= Politics of Manila =

The politics of Manila are governed by a three-branch system of government, with a leader who is directly elected by the residents of the city of Manila. The mayor is elected between three-year terms and has a limit of three consecutive terms in service. The city council includes six districts, each having six seats, making a total of thirty-six seats. Elections are held every three years, including the mayor, vice-mayor, councilors, and other positions.

The mayors of Manila formerly held the Prime Minister of the Philippines title, created during the 1899 Constitution of the Philippines, the title was abolished during the 1987 Philippine constitutional plebiscite.

== Executive ==

Executive power is given to the mayor, making him the head of the state and government of Manila, the mayor is elected every three years, with the limit being three consecutive terms. The mayor is elected with the First-past-the-post system. The vice-mayor is separately voted from the mayor.

During the case when a mayor dies, the vice mayor will take the role of the mayor until the next election.

=== Prime minister title ===

The prime minister title was first created in 1899, during the Constitution of the Philippines, the office was first taken by Apolinario Mabini. The office closed during the capture of Emilio Aguinaldo and the establishment of the Commonwealth.

The title opened again during the term of President Ferdinand Marcos after issuing presidential decrees 991 and 1033 in October 1976, which was soon abolished by the People Power Revolution and the 1987 Philippine constitutional plebiscite.

The prime minister has the powers to:

- Appoint cabinet members;
- Appoint the Deputy Prime Minister that will have powers vested by the Prime Minister;
- Present the program and state of the government to the National Assembly at the start of each regular session;
- Control all ministries provided by the law;
- Head the Armed Forces of the Philippines as their commander-in-chief;
- Appoint the heads of government bureaus and offices, and promote brigadier-generals and commodores of the Armed Forces;
- Grant reprieves, commutations, and pardons; remit fines and forfeitures after final conviction; and grant amnesties with the permission of the National Assembly, except at the time of impeachment; and
- Guarantee foreign and local loans of the Republic.

== Legislature ==

There are 38 seats in the City Council of Manila, 36 of the seats comes from six districts, whom each have their own six representatives, and two barangay chairmen. The city council is responsible for creating and passing bills regarding the City of Manila. The bills passed by the city council can be vetoed by the mayor, but the council can override the veto with a two-thirds majority. The seat for the city council is the Danilo B. Lacuna Sr.
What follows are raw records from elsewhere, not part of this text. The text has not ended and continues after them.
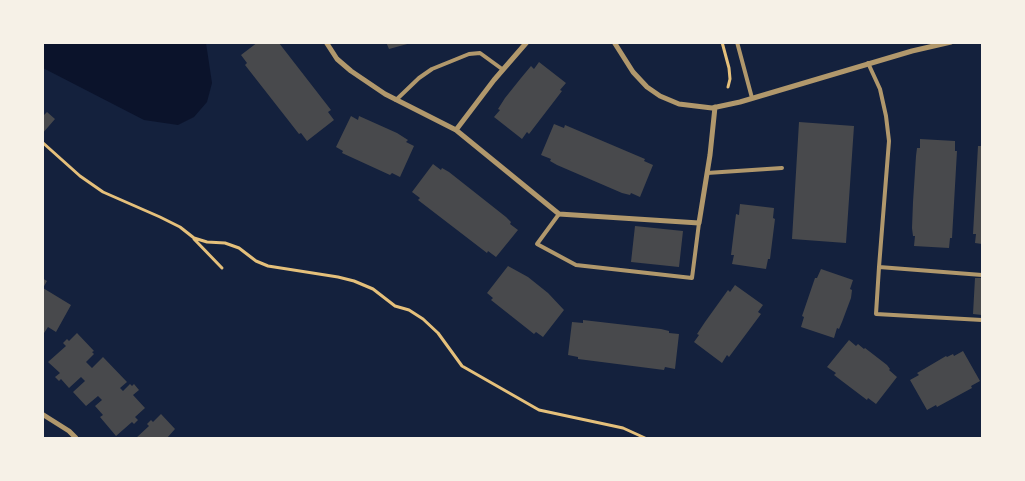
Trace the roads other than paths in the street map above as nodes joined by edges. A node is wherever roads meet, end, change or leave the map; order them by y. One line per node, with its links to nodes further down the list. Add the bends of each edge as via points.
1 (326, 42): 9 (street, via 337,59 351,71)
2 (527, 42): 7 (street)
3 (614, 42): 10 (street, via 632,72 654,92 679,104)
4 (737, 42): 8 (lane)
5 (951, 42): 6 (street)
6 (868, 63): 8 (street); 16 (lane, via 880,89 889,140)
7 (502, 69): 9 (lane, via 480,54 470,54 432,69); 11 (street)
8 (752, 98): 10 (street)
9 (396, 100): 11 (street)
10 (715, 107): 13 (street)
11 (456, 130): 14 (street)
12 (782, 168): 13 (lane)
13 (708, 173): 15 (street)
14 (559, 214): 15 (street); 15 (lane, via 537,244 576,266 692,278)
15 (699, 223)
16 (878, 267): 17 (lane); 18 (lane, via 876,314)
17 (982, 274)
18 (982, 320)
19 (42, 414): 20 (street)
20 (76, 438)

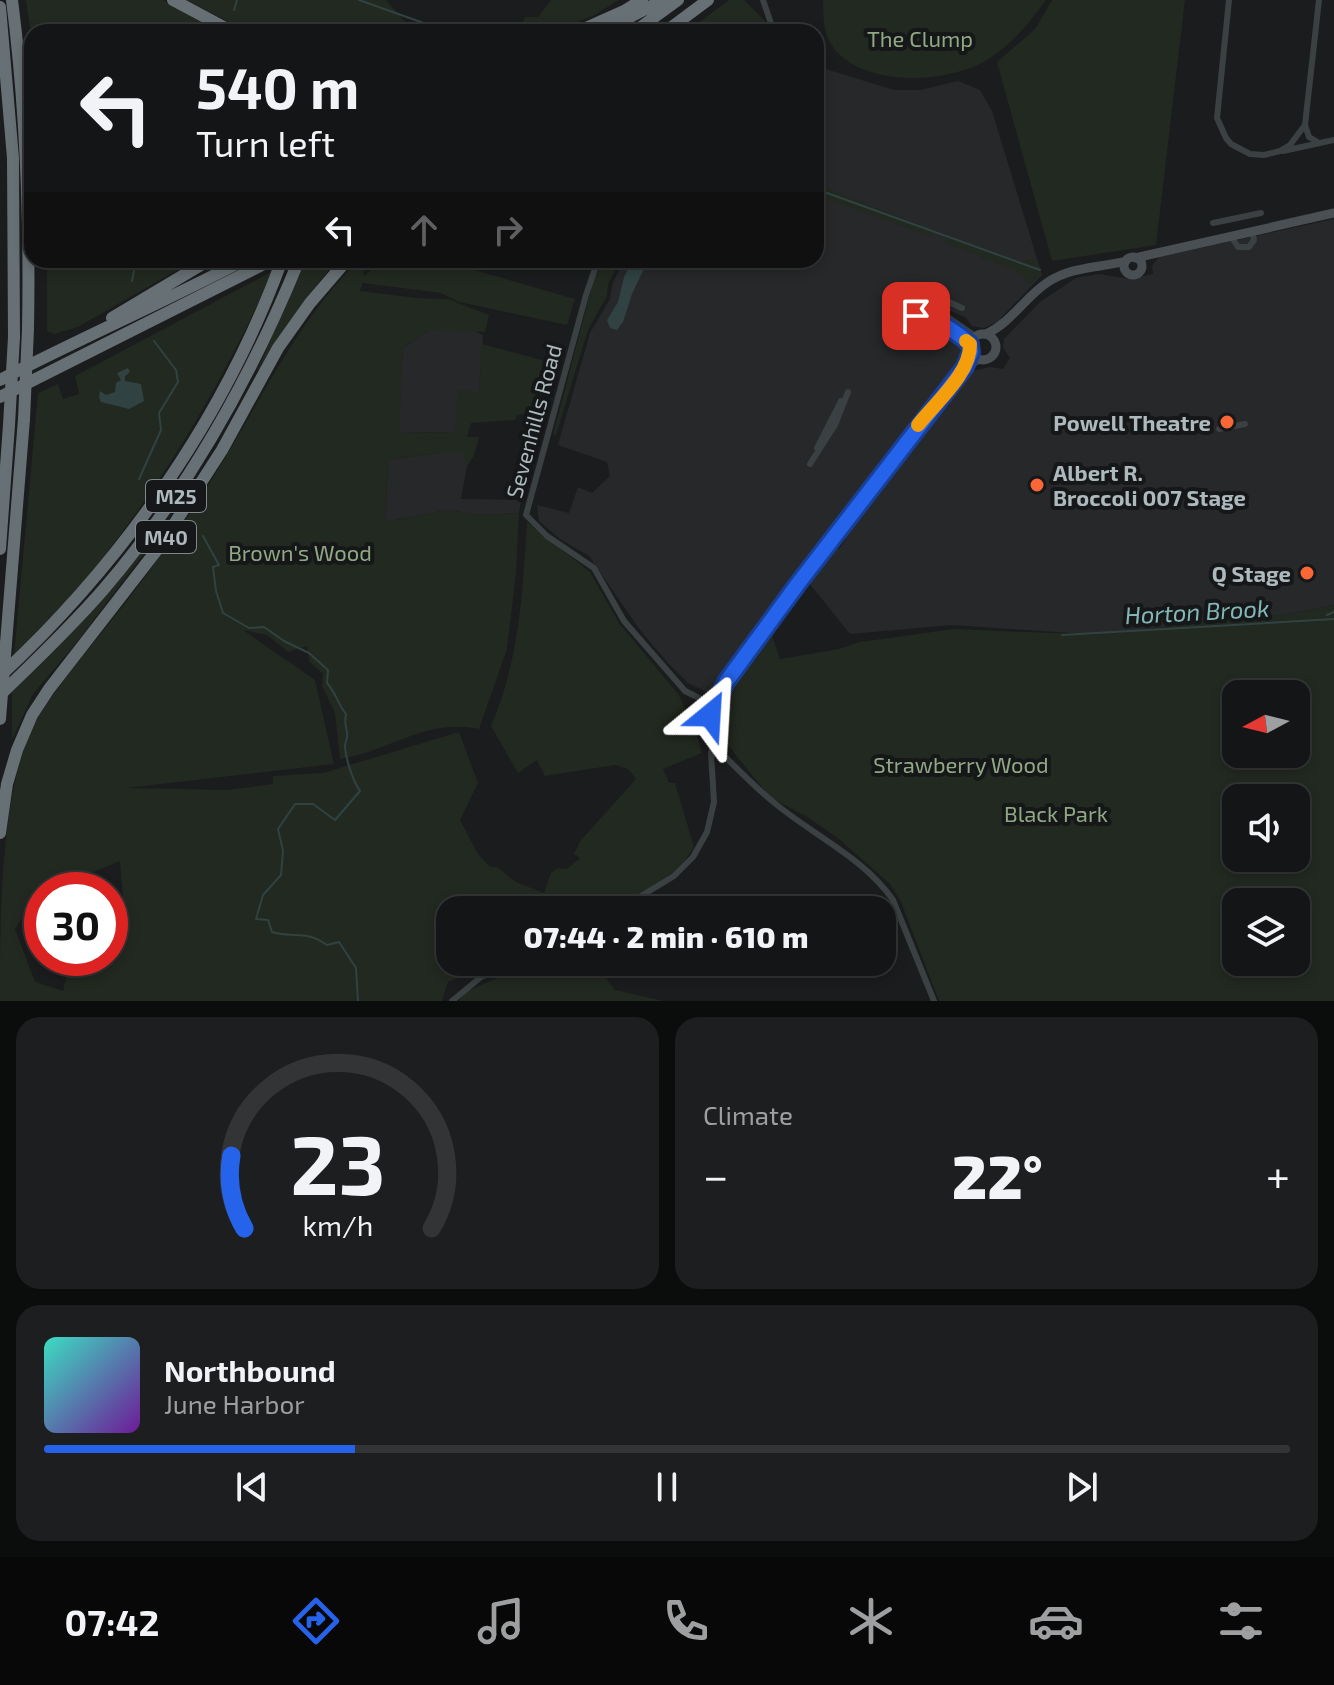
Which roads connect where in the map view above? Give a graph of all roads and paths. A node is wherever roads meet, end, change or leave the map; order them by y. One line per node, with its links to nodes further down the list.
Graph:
1 (12, 0): 17 (highway)
2 (173, 0): 11 (highway)
3 (660, 0): 9 (highway)
4 (678, 0): 14 (highway)
5 (708, 0): 15 (highway)
6 (1229, 0): 21 (street)
7 (1319, 0): 18 (street)
8 (763, 2): 16 (street)
9 (642, 6): 12 (highway); 13 (highway)
10 (0, 7): 52 (highway, bridge)
11 (218, 24)
12 (595, 24)
13 (614, 24)
14 (645, 24)
15 (676, 24)
16 (771, 24)
17 (24, 114)
18 (1305, 125): 20 (street); 21 (street)
19 (1334, 140): 20 (street)
20 (1319, 143): 21 (street)
21 (1280, 151)
22 (1261, 213): 24 (street)
23 (1334, 213): 26 (street)
24 (1237, 218): 25 (street); 26 (street)
25 (1213, 223)
26 (1236, 235): 27 (street)
27 (1134, 261): 28 (street); 38 (street); 38 (street)
28 (1099, 264): 38 (street); 43 (street)
29 (30, 268): 44 (highway)
30 (37, 268): 44 (highway)
31 (196, 268): 47 (highway)
32 (229, 268): 47 (highway)
33 (257, 268): 54 (highway)
34 (278, 268): 62 (highway, M25)
35 (296, 268): 63 (highway, M25)
36 (340, 268): 67 (highway, M40)
37 (595, 268): 64 (street, Sevenhills Road)
38 (1128, 274)
39 (919, 307): 45 (street)
40 (962, 308): 49 (street)
41 (930, 318): 42 (street); 45 (street); 45 (street)
42 (901, 324)
43 (1002, 326): 46 (street); 48 (street)
44 (31, 328): 65 (highway, bridge)
45 (948, 328): 49 (street)
46 (986, 334): 48 (street); 49 (street)
47 (82, 338): 52 (highway)
48 (995, 343): 50 (street)
49 (972, 344): 50 (street); 51 (street)
50 (982, 360): 51 (street)
51 (965, 367): 59 (street)
52 (5, 378): 56 (highway, bridge)
53 (848, 392): 53 (street)
54 (0, 397)
55 (1245, 424): 57 (street)
56 (6, 427): 58 (highway); 61 (highway)
57 (1219, 429)
58 (0, 450)
59 (833, 539): 60 (street); 64 (street)
60 (842, 545)
61 (0, 549)
62 (0, 676)
63 (0, 695)
64 (713, 705): 66 (street)
65 (0, 719)
66 (713, 745): 68 (street); 71 (street)
67 (0, 833)
68 (641, 896)
69 (484, 976): 70 (street)
70 (452, 1001)
71 (934, 1001)

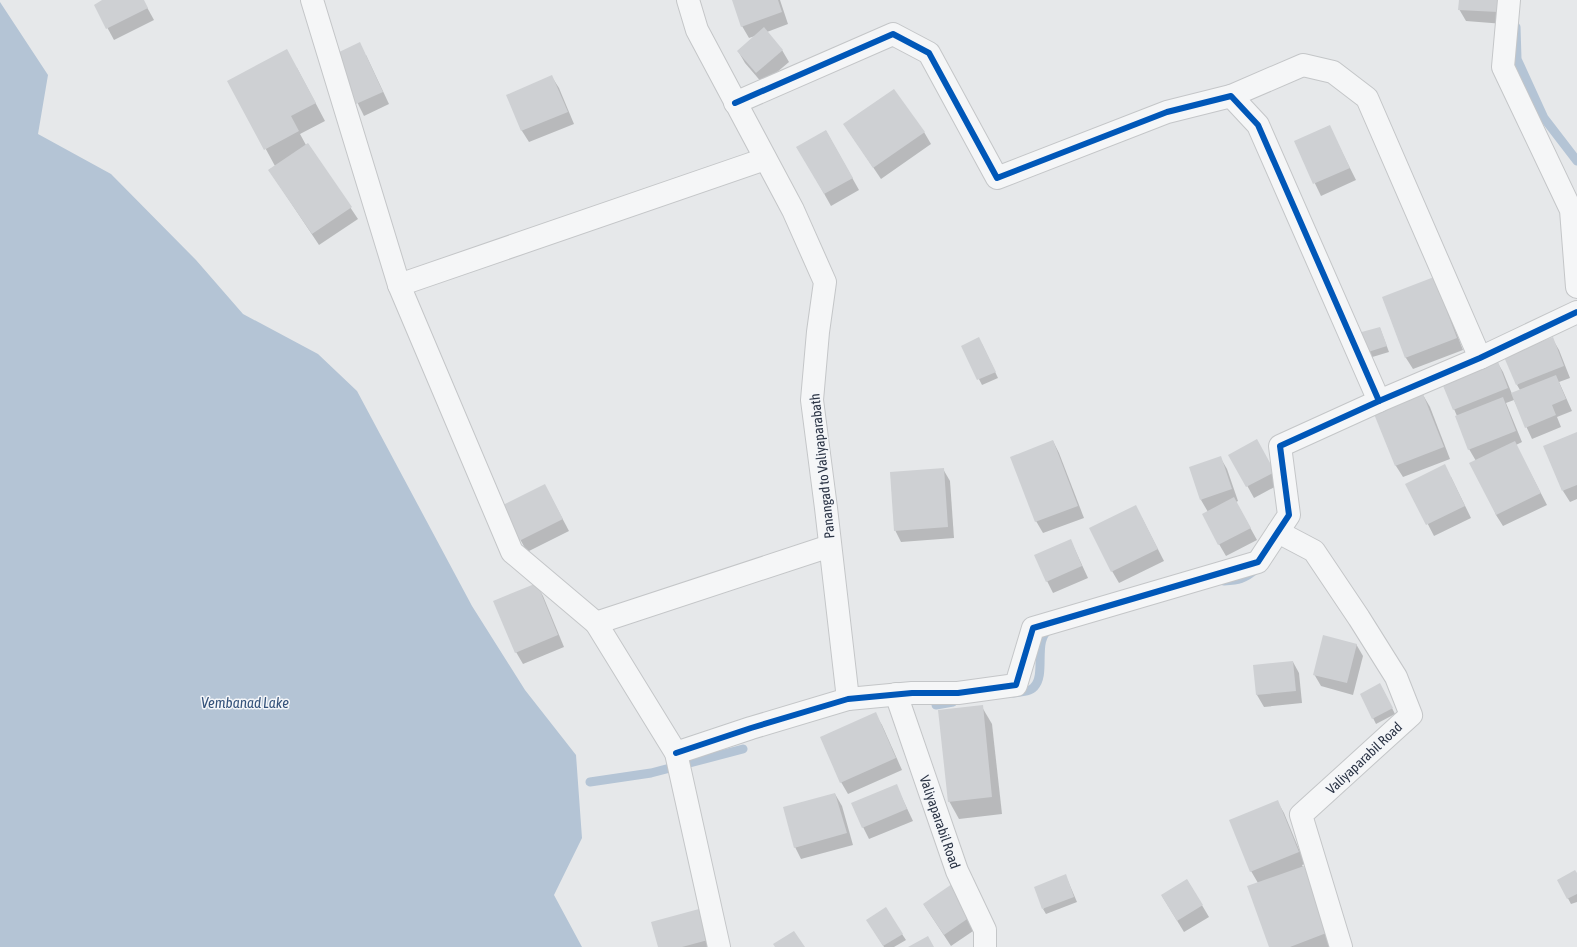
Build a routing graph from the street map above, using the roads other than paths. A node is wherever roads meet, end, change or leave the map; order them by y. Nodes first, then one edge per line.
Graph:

Hall inside the Manila City Hall.

Other than the City Council, there are six congressional districts in Manila, each with their own representatives.

== Elections ==
Since 1935, the elections are held by the Commission on Elections (COMELEC). The elected officials are the mayor, vice-mayor, the council, and the local officials. Every position has a three-year period (excluding the barangay officials, whose term lasts for 1-3 year(s)). All terms start and end on June 30 of every election year.
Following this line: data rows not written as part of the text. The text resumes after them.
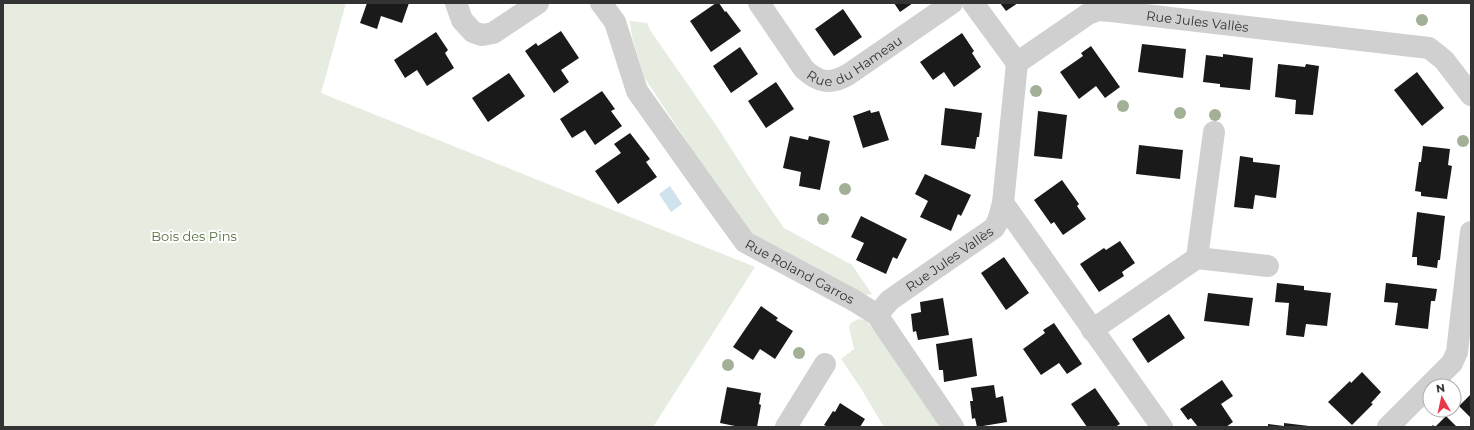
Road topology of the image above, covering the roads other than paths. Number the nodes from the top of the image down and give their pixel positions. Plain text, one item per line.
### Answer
1 (456, 3) edge
2 (538, 3) edge
3 (601, 3) edge
4 (759, 3) edge
5 (952, 3) edge
6 (973, 3) edge
7 (1017, 62) junction
8 (1471, 95) edge
9 (1214, 132) dead end
10 (1003, 203) junction
11 (1471, 232) edge
12 (1196, 258) junction
13 (1268, 266) dead end
14 (877, 315) junction
15 (1092, 330) junction
16 (1465, 338) edge
17 (825, 364) dead end
18 (786, 427) edge
19 (953, 427) edge
20 (1162, 427) edge
21 (1388, 427) edge

1 - 2 street
3 - 14 street, Rue Roland Garros
4 - 5 street, Rue du Hameau
6 - 7 street
7 - 8 street, Rue Jules Vallès
7 - 10 street, Rue Jules Vallès
9 - 12 street
10 - 14 street, Rue Jules Vallès
10 - 15 street
11 - 16 street
12 - 13 street
12 - 15 street
14 - 19 street, Rue Roland Garros
15 - 20 street
16 - 21 street
17 - 18 street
The mayor and vice mayor are elected with the First-past-the-post voting system, while the councilors are elected via the Plurality voting system, ignoring the voting systems, all the elections use the multi-party system.

== Local government ==

The barangays in Manila have each a barangay captain and several barangay councilors, there is also an SK Chairperson for each barangay.

== History ==

=== The Philippine revolution (1899-1901) ===
The 1899 Constitution of the Philippines created the Prime Minister of the Philippines.